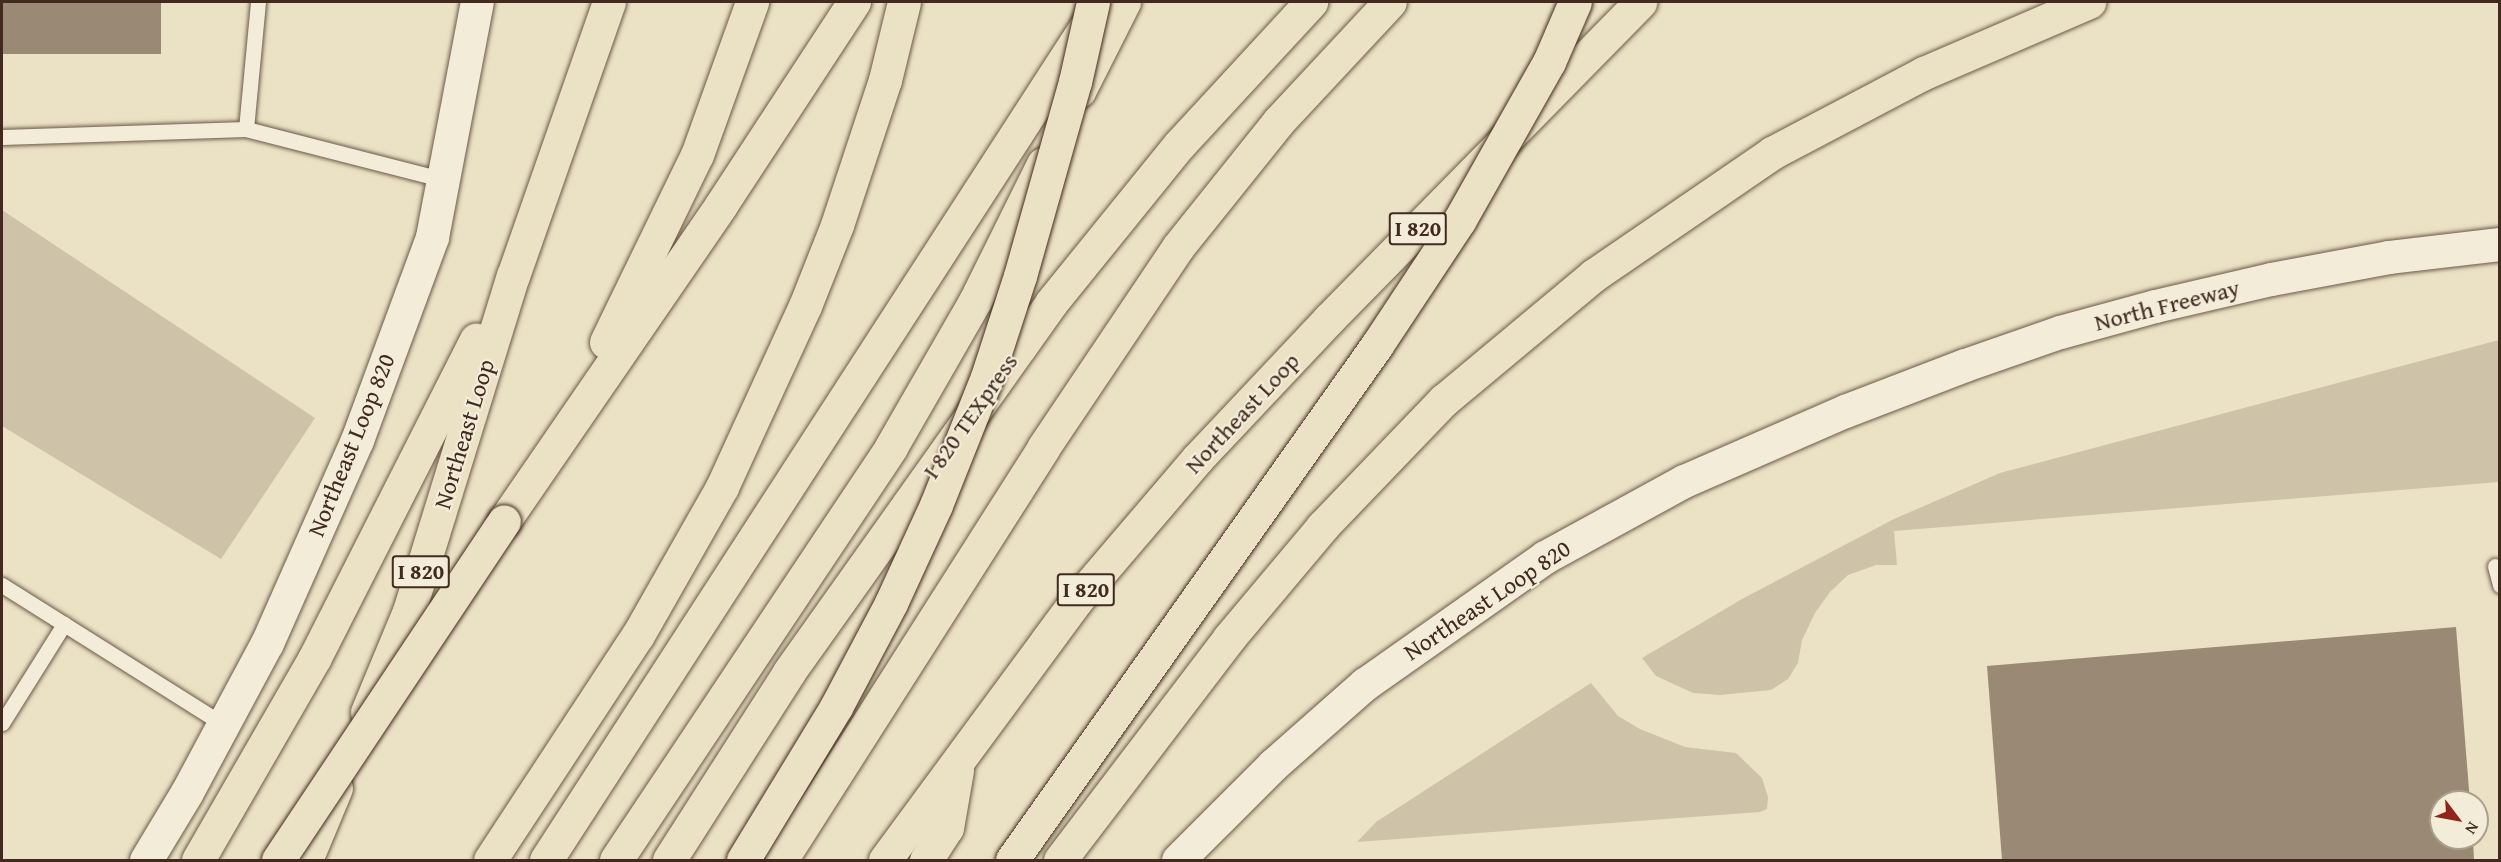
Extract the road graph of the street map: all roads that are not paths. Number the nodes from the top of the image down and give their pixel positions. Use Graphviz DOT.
graph roads {
  1 [pos="258,2"];
  2 [pos="477,2"];
  3 [pos="609,2"];
  4 [pos="752,2"];
  5 [pos="854,2"];
  6 [pos="904,2"];
  7 [pos="1093,2"];
  8 [pos="1102,2"];
  9 [pos="1124,2"];
  10 [pos="1311,2"];
  11 [pos="1390,2"];
  12 [pos="1575,2"];
  13 [pos="1640,2"];
  14 [pos="2089,2"];
  15 [pos="246,129"];
  16 [pos="2,138"];
  17 [pos="444,180"];
  18 [pos="2499,244"];
  19 [pos="513,276"];
  20 [pos="1845,411"];
  21 [pos="504,521"];
  22 [pos="2495,566"];
  23 [pos="2,585"];
  24 [pos="2499,585"];
  25 [pos="64,624"];
  26 [pos="2,723"];
  27 [pos="223,723"];
  28 [pos="958,766"];
  29 [pos="146,861"];
  30 [pos="198,861"];
  31 [pos="278,861"];
  32 [pos="306,861"];
  33 [pos="490,861"];
  34 [pos="546,861"];
  35 [pos="616,861"];
  36 [pos="669,861"];
  37 [pos="743,861"];
  38 [pos="781,861"];
  39 [pos="885,861"];
  40 [pos="926,861"];
  41 [pos="1012,861"];
  42 [pos="1060,861"];
  43 [pos="1179,861"];
  1 -- 15 [label="lane"];
  2 -- 17 [label="main road, Northeast Loop 820"];
  3 -- 19 [label="highway, Northeast Loop / I 820"];
  4 -- 21 [label="highway"];
  5 -- 21 [label="highway"];
  6 -- 33 [label="highway"];
  7 -- 37 [label="highway, bridge"];
  8 -- 34 [label="highway, bridge"];
  9 -- 35 [label="highway, I 820 TEXpress"];
  10 -- 36 [label="highway, I 820 TEXpress"];
  11 -- 38 [label="highway"];
  12 -- 41 [label="highway, bridge"];
  13 -- 28 [label="highway, Northeast Loop / I 820"];
  14 -- 42 [label="highway"];
  15 -- 16 [label="lane"];
  15 -- 17 [label="lane"];
  17 -- 27 [label="main road, Northeast Loop 820"];
  18 -- 20 [label="main road, North Freeway"];
  19 -- 30 [label="highway"];
  19 -- 32 [label="highway, Northeast Loop / I 820"];
  20 -- 43 [label="main road, Northeast Loop 820"];
  21 -- 31 [label="highway, bridge"];
  22 -- 24 [label="lane"];
  23 -- 25 [label="lane"];
  25 -- 26 [label="lane"];
  25 -- 27 [label="lane"];
  27 -- 29 [label="main road, Northeast Loop 820"];
  28 -- 39 [label="highway, Northeast Loop / I 820"];
  28 -- 40 [label="highway"];
}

* **EXERCISE DIRECTIONS**
Nothing but an exact repeat of the records, pictures excluded, belongs in the answer.

* **EXPECTED OUTPUT**
Extract the road graph of the street map: all roads that are not paths. Number the nodes from the top of the image down and give their pixel positions. Use Graphviz DOT.
graph roads {
  1 [pos="258,2"];
  2 [pos="477,2"];
  3 [pos="609,2"];
  4 [pos="752,2"];
  5 [pos="854,2"];
  6 [pos="904,2"];
  7 [pos="1093,2"];
  8 [pos="1102,2"];
  9 [pos="1124,2"];
  10 [pos="1311,2"];
  11 [pos="1390,2"];
  12 [pos="1575,2"];
  13 [pos="1640,2"];
  14 [pos="2089,2"];
  15 [pos="246,129"];
  16 [pos="2,138"];
  17 [pos="444,180"];
  18 [pos="2499,244"];
  19 [pos="513,276"];
  20 [pos="1845,411"];
  21 [pos="504,521"];
  22 [pos="2495,566"];
  23 [pos="2,585"];
  24 [pos="2499,585"];
  25 [pos="64,624"];
  26 [pos="2,723"];
  27 [pos="223,723"];
  28 [pos="958,766"];
  29 [pos="146,861"];
  30 [pos="198,861"];
  31 [pos="278,861"];
  32 [pos="306,861"];
  33 [pos="490,861"];
  34 [pos="546,861"];
  35 [pos="616,861"];
  36 [pos="669,861"];
  37 [pos="743,861"];
  38 [pos="781,861"];
  39 [pos="885,861"];
  40 [pos="926,861"];
  41 [pos="1012,861"];
  42 [pos="1060,861"];
  43 [pos="1179,861"];
  1 -- 15 [label="lane"];
  2 -- 17 [label="main road, Northeast Loop 820"];
  3 -- 19 [label="highway, Northeast Loop / I 820"];
  4 -- 21 [label="highway"];
  5 -- 21 [label="highway"];
  6 -- 33 [label="highway"];
  7 -- 37 [label="highway, bridge"];
  8 -- 34 [label="highway, bridge"];
  9 -- 35 [label="highway, I 820 TEXpress"];
  10 -- 36 [label="highway, I 820 TEXpress"];
  11 -- 38 [label="highway"];
  12 -- 41 [label="highway, bridge"];
  13 -- 28 [label="highway, Northeast Loop / I 820"];
  14 -- 42 [label="highway"];
  15 -- 16 [label="lane"];
  15 -- 17 [label="lane"];
  17 -- 27 [label="main road, Northeast Loop 820"];
  18 -- 20 [label="main road, North Freeway"];
  19 -- 30 [label="highway"];
  19 -- 32 [label="highway, Northeast Loop / I 820"];
  20 -- 43 [label="main road, Northeast Loop 820"];
  21 -- 31 [label="highway, bridge"];
  22 -- 24 [label="lane"];
  23 -- 25 [label="lane"];
  25 -- 26 [label="lane"];
  25 -- 27 [label="lane"];
  27 -- 29 [label="main road, Northeast Loop 820"];
  28 -- 39 [label="highway, Northeast Loop / I 820"];
  28 -- 40 [label="highway"];
}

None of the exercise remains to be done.